====== Given data ======

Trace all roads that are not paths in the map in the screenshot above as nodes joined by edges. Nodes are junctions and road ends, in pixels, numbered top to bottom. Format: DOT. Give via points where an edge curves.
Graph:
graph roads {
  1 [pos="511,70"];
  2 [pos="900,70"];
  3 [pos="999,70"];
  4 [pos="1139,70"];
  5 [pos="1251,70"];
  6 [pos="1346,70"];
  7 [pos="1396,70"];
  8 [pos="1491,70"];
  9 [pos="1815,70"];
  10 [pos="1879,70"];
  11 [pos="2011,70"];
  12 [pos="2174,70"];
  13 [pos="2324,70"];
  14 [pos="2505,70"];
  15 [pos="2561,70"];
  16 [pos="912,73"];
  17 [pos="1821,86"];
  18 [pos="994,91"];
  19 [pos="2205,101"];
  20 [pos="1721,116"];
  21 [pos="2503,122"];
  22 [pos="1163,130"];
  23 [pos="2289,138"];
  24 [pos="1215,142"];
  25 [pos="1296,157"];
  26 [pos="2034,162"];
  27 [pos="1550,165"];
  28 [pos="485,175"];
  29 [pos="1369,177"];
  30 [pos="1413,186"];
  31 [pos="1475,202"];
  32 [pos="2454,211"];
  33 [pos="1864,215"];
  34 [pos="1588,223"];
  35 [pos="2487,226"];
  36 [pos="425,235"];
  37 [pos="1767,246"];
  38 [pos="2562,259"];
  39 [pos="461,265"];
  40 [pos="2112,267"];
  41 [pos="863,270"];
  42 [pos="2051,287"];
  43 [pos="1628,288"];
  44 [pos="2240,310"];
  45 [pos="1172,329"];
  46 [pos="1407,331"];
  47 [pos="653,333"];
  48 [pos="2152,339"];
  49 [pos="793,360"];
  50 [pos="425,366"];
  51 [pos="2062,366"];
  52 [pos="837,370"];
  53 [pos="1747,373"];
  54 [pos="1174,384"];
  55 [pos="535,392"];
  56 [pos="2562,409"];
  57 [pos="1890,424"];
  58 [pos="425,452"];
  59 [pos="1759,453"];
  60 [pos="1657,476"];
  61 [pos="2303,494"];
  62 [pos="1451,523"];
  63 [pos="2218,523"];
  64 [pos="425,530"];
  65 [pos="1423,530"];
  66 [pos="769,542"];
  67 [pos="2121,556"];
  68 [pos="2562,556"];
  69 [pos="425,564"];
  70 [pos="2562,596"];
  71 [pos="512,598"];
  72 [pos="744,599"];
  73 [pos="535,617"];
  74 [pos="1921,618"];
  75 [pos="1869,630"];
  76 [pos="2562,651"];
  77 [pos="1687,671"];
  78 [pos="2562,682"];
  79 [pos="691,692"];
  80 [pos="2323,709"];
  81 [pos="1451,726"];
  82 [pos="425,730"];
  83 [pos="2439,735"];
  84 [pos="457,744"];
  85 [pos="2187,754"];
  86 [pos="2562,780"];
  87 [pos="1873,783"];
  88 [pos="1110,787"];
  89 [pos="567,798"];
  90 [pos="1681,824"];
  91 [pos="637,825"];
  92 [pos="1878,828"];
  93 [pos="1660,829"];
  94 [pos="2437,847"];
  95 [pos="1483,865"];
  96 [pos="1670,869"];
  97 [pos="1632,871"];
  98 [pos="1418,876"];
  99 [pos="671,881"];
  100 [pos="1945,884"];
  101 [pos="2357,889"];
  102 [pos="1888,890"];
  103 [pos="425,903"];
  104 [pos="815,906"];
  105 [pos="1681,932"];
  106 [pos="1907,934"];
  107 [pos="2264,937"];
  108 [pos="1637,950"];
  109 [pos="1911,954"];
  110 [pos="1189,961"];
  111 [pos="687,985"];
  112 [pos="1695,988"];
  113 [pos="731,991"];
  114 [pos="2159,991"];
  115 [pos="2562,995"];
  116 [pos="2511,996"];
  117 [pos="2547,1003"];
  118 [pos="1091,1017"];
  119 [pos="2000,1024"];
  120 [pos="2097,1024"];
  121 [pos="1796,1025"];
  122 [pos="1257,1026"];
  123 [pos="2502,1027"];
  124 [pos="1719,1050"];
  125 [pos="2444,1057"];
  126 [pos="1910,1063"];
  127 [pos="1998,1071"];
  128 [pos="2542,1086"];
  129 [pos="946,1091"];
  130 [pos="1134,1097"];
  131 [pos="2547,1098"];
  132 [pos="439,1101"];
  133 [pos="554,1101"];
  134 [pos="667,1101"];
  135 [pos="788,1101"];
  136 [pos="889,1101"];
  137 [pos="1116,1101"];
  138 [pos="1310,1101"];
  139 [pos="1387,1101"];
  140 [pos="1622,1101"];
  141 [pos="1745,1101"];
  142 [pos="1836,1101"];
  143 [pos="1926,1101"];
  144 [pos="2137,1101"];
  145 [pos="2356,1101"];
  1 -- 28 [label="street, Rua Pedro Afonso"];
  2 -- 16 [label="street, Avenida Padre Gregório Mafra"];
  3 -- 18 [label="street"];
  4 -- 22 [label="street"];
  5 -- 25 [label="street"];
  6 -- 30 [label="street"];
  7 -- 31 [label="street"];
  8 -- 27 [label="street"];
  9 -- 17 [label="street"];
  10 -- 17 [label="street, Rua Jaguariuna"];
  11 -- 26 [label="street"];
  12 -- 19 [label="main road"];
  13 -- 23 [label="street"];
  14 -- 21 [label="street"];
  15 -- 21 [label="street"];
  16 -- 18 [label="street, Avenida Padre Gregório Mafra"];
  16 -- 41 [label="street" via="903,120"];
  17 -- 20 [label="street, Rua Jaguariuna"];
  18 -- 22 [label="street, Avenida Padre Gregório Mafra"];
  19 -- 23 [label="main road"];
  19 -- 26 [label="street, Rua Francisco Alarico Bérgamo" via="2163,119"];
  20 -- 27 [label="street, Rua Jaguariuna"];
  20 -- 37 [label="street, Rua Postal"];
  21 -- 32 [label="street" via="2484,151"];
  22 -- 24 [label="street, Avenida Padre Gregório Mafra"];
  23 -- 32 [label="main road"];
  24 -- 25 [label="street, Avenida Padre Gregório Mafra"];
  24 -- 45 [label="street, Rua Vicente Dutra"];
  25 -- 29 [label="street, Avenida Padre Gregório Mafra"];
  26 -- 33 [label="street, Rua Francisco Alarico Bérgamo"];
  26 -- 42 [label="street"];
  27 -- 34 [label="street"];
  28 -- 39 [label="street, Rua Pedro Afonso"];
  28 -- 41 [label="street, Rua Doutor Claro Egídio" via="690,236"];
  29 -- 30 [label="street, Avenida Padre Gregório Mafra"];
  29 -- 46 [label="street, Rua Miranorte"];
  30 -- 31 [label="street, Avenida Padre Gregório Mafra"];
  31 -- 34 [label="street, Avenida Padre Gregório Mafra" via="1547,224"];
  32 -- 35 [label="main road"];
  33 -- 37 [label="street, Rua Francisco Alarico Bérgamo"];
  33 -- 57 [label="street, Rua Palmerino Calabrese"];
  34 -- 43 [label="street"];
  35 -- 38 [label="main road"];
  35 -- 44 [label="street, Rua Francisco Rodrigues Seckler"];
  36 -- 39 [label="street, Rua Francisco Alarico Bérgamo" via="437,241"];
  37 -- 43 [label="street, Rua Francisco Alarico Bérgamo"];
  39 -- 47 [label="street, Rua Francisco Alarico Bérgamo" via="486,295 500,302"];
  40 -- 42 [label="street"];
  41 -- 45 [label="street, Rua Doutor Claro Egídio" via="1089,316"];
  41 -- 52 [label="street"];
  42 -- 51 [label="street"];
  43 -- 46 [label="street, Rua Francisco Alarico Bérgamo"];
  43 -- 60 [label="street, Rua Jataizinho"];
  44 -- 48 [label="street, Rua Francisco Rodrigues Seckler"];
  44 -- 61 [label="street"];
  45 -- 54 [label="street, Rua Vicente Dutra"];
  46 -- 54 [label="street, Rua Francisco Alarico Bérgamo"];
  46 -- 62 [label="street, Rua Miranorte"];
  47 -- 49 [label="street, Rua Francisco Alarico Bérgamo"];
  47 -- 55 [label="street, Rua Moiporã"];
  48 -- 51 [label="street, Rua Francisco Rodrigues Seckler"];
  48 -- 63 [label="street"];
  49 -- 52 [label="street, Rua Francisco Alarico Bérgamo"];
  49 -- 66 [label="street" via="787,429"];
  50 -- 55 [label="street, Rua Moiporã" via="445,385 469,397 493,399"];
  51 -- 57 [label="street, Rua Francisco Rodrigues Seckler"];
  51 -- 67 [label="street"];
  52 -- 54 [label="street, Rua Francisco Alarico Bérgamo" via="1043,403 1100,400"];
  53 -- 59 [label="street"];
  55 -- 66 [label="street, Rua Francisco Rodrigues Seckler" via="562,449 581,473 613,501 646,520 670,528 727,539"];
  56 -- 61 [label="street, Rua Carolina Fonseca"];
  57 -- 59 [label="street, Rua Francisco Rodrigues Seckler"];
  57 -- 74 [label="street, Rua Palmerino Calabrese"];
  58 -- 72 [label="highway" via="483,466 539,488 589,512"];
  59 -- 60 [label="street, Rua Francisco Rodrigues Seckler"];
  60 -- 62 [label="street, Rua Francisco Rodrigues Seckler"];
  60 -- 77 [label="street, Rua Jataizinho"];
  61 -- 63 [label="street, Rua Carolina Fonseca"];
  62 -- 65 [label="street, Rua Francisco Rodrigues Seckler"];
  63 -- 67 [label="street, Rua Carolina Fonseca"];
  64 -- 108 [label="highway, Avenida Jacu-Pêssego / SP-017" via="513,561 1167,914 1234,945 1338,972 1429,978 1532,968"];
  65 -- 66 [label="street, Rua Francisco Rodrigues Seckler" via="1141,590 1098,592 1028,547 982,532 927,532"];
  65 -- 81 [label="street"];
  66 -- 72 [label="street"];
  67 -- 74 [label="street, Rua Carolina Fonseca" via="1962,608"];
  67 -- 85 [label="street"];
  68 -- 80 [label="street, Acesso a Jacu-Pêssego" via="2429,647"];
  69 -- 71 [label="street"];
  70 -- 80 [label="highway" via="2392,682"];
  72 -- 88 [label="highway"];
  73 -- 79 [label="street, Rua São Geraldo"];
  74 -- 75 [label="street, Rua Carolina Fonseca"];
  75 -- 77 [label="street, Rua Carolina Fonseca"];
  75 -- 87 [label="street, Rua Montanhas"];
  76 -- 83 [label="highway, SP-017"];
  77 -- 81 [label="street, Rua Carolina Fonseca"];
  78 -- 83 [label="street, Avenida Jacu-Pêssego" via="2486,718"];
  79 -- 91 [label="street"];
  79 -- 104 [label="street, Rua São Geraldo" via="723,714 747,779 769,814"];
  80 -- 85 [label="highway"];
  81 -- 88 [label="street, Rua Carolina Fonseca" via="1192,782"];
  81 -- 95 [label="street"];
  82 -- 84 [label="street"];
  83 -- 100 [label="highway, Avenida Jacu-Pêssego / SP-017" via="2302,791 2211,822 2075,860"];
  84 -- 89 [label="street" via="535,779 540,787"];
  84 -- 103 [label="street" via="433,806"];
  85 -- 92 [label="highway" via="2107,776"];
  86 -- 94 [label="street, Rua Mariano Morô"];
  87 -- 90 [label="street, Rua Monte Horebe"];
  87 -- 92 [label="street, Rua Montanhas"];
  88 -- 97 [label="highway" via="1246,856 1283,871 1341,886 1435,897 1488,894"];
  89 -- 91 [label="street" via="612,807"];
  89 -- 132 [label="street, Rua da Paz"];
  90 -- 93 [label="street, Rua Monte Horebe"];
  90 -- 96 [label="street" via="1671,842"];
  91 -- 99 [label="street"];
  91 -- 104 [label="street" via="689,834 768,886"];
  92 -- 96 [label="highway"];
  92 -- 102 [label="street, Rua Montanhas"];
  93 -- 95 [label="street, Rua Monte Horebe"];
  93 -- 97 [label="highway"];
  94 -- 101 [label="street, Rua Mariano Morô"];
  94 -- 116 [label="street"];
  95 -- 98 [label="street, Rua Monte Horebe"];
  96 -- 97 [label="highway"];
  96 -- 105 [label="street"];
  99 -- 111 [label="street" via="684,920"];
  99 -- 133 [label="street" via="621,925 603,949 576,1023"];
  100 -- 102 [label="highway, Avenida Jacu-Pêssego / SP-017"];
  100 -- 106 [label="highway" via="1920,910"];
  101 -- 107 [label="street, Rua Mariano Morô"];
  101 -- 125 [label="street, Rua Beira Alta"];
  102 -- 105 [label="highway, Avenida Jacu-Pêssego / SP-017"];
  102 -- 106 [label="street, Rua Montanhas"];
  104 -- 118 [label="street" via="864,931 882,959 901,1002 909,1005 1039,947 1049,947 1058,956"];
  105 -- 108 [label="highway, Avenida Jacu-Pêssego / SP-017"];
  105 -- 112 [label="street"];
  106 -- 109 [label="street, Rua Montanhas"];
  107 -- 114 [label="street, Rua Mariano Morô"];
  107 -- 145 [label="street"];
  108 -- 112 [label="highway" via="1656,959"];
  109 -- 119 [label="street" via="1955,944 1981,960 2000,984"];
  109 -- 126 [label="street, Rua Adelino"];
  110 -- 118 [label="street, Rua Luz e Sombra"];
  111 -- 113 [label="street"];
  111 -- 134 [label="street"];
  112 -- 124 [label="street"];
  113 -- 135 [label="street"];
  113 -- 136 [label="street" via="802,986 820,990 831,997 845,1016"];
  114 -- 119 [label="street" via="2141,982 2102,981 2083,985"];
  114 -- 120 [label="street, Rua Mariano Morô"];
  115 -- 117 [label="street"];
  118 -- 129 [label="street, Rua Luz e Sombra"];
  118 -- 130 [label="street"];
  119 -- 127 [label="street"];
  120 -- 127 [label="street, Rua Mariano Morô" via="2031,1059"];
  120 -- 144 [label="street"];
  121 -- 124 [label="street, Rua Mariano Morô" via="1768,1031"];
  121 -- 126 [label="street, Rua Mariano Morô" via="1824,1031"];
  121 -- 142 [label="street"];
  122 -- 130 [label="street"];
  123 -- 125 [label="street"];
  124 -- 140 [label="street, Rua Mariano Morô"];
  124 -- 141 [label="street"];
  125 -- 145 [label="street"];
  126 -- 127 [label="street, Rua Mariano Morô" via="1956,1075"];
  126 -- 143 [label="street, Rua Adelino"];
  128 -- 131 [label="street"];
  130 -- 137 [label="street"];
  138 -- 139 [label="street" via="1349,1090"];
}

======

- _Task to carry out_: Go through the entries above, and wherever a line holds the word "Afonso", copy that line.

- _Exercise solution_:
  1 -- 28 [label="street, Rua Pedro Afonso"];
  28 -- 39 [label="street, Rua Pedro Afonso"];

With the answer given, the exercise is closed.